Equations which mix polynomial and trigonomatric functions do not show analytical solutions (this is already the case for $x=\cos(x)$) and, just as BLAZE commented, only numerical methods (such as Newton) will allow to get solutions.
I cannot resist the pleasure of showing you how good approximations could be obtained using the approximation $$\sin(x) \simeq \frac{16 (\pi -x) x}{5 \pi ^2-4 (\pi -x) x}\qquad (0\leq x\leq\pi)$$ which was proposed more than 1,400 years ago by Mahabhaskariya of Bhaskara I, a seventh-century Indian mathematician (see here).
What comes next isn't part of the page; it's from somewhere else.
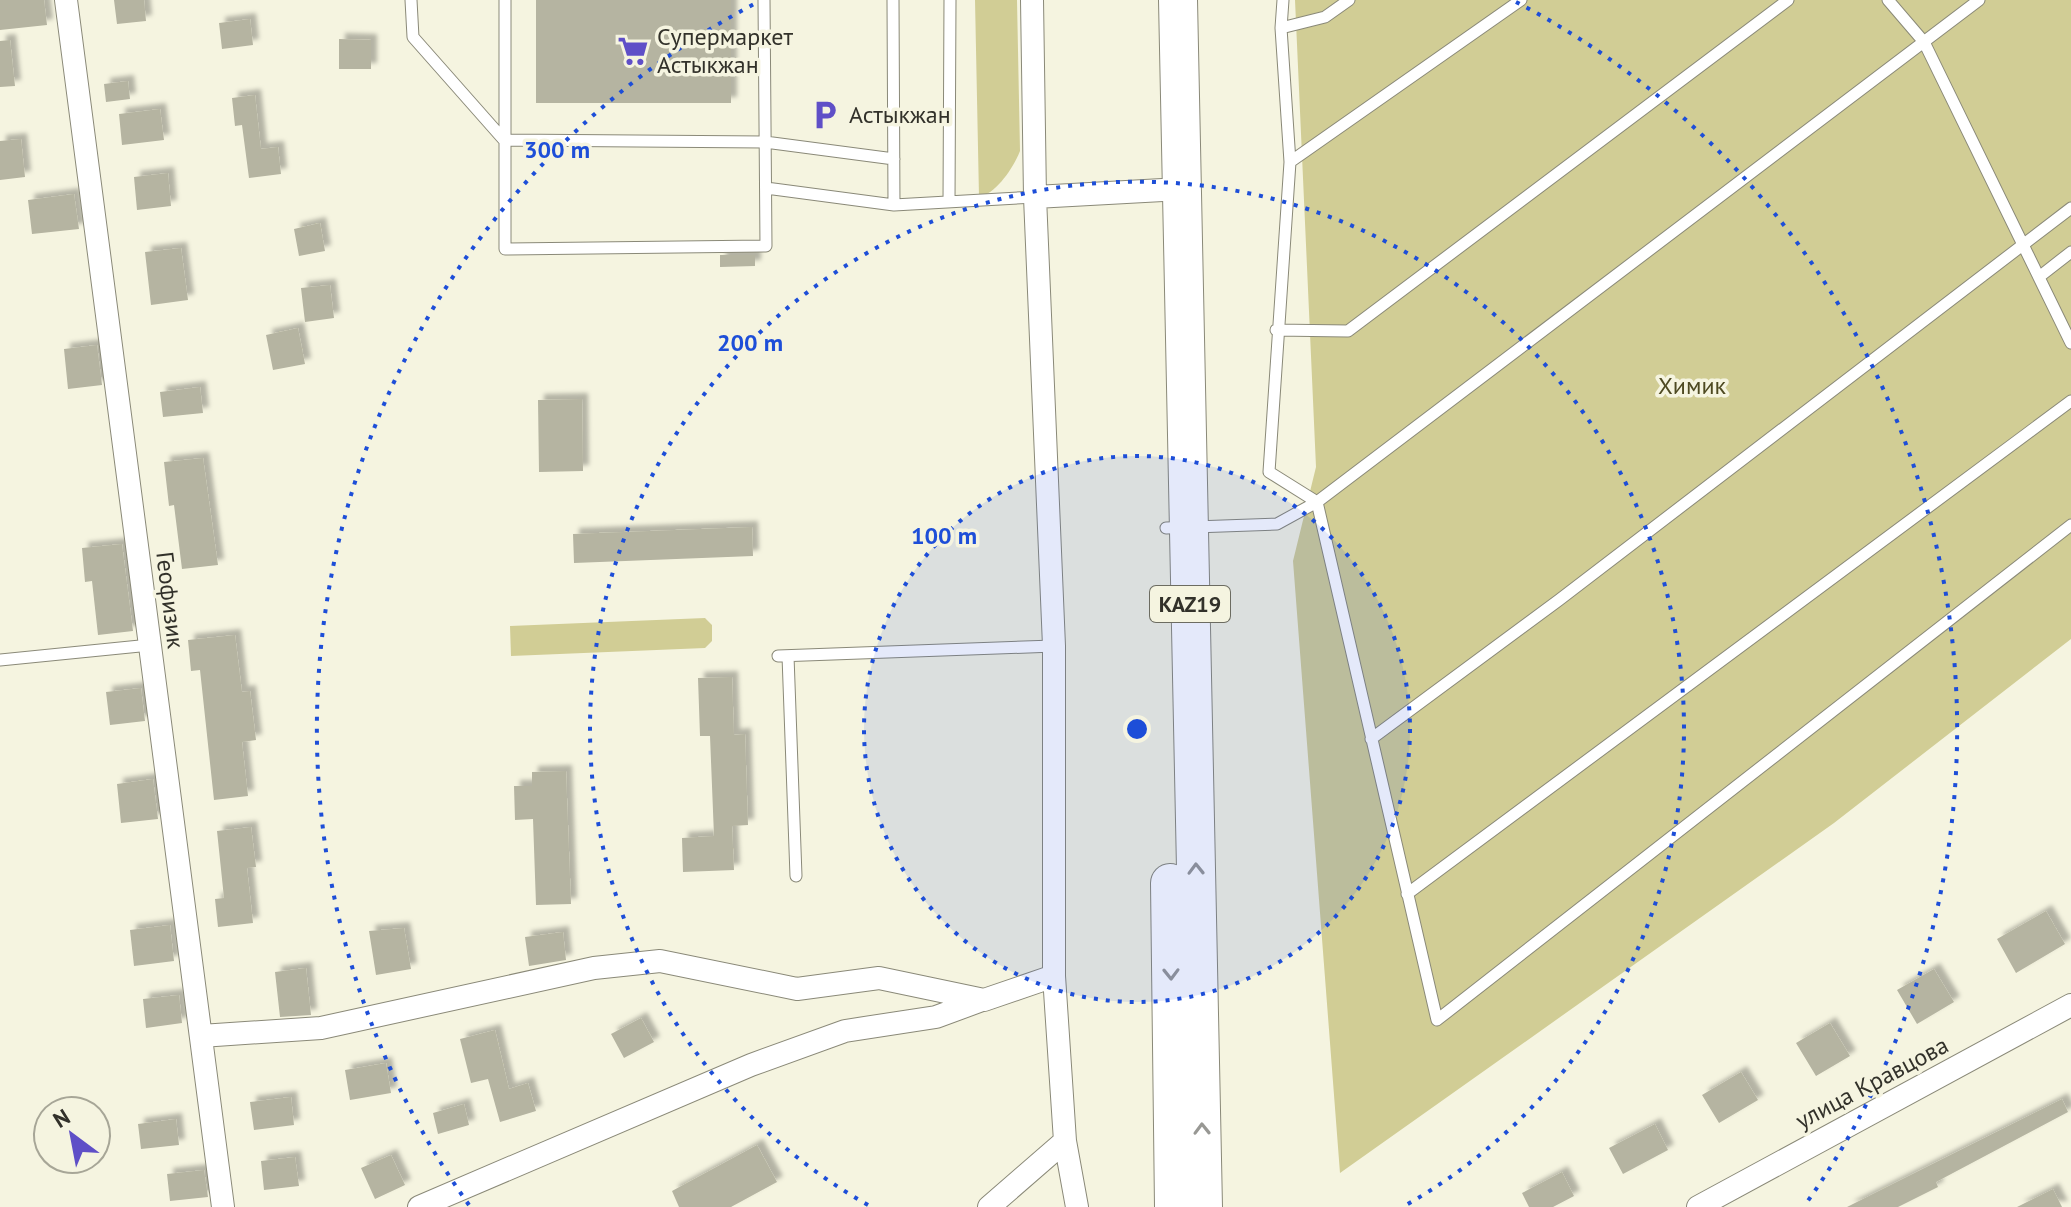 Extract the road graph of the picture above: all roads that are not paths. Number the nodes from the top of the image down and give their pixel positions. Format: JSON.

Using it, the equation becomes $$4 x^4-4 \pi x^3+\left(16+5 \pi ^2\right) x^2-\left(16 +20 \pi \right)\pi x+20 \pi ^2=0$$ which can be solved with radicals. The solutions being too long to be reported, I shall only give you the numerical solutions. For the quartic, the two real solutions are $$x_1\approx 1.047849$$ $$x_2\approx 2.874095$$ while, for the original equation, the solutions are $$x_1\approx 1.047481$$ $$x_2\approx 2.873069$$
One thing that's confusing me right now is that there are two solutions - the approximated values and the second set of numbers you have posted. Were those also an approximation using Newton-Rapson method? So, I guess, the values of x in this particular equation can only be approximated at best?
Also, an entirely different question. Wolfram Alpha gave me x1.04748 and x2.87307. Does it follow an entirely different computational process?